- _TASK REQUIREMENTS_
Could you set down exactly the lines in the records below between the line holding "middle tip: (433, 409)" and the line holding "middle dip: (663, 342)", inclusive?

Stored entries
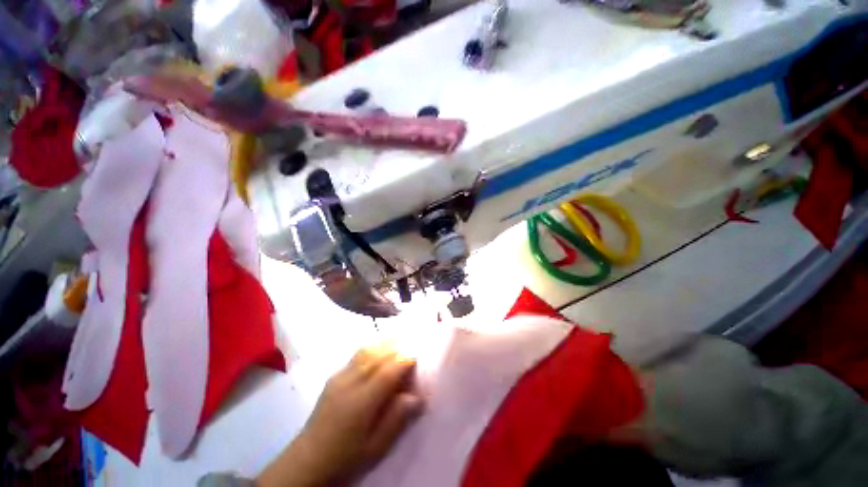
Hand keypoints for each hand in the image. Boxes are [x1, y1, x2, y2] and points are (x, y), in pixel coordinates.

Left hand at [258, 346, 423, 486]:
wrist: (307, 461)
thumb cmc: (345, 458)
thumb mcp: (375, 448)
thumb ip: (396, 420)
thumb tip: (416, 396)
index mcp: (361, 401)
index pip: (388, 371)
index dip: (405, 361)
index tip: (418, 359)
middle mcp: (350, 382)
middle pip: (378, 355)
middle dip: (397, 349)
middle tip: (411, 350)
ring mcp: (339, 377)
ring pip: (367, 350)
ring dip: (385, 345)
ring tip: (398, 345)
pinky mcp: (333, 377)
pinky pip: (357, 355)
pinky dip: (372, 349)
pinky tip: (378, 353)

--

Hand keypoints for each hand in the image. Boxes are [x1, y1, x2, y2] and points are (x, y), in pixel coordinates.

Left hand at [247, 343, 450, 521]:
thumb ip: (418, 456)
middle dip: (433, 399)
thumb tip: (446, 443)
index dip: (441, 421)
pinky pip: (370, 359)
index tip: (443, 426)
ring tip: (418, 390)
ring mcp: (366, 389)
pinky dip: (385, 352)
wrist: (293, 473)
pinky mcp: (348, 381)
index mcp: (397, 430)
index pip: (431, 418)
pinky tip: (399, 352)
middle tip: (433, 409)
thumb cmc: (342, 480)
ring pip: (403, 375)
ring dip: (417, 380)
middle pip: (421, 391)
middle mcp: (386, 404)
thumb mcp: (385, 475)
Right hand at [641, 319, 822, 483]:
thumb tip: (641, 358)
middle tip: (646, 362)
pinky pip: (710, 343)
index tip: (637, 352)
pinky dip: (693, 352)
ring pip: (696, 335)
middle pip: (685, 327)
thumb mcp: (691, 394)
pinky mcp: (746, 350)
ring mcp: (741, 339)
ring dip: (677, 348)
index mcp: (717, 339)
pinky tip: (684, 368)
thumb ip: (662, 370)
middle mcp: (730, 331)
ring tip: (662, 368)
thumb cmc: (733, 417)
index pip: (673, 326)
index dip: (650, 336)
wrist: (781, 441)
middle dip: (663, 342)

- _THE ANSWER_
middle tip: (433, 409)
thumb cmc: (342, 480)
ring pip: (403, 375)
ring dip: (417, 380)
middle pip: (421, 391)
middle mcp: (386, 404)
thumb mcp: (385, 475)
Right hand at [641, 319, 822, 483]:
thumb tip: (641, 358)
middle tip: (646, 362)
pinky pip: (710, 343)
index tip: (637, 352)
pinky dip: (693, 352)
ring pip: (696, 335)
middle pip: (685, 327)
thumb mcp: (691, 394)
pinky mcp: (746, 350)
ring mcp: (741, 339)
ring dip: (677, 348)
index mcp: (717, 339)
pinky tip: (684, 368)
thumb ip: (662, 370)
middle mcp: (730, 331)
ring tip: (662, 368)
thumb cmc: (733, 417)
index pip: (673, 326)
index dip: (650, 336)
wrist: (781, 441)
middle dip: (663, 342)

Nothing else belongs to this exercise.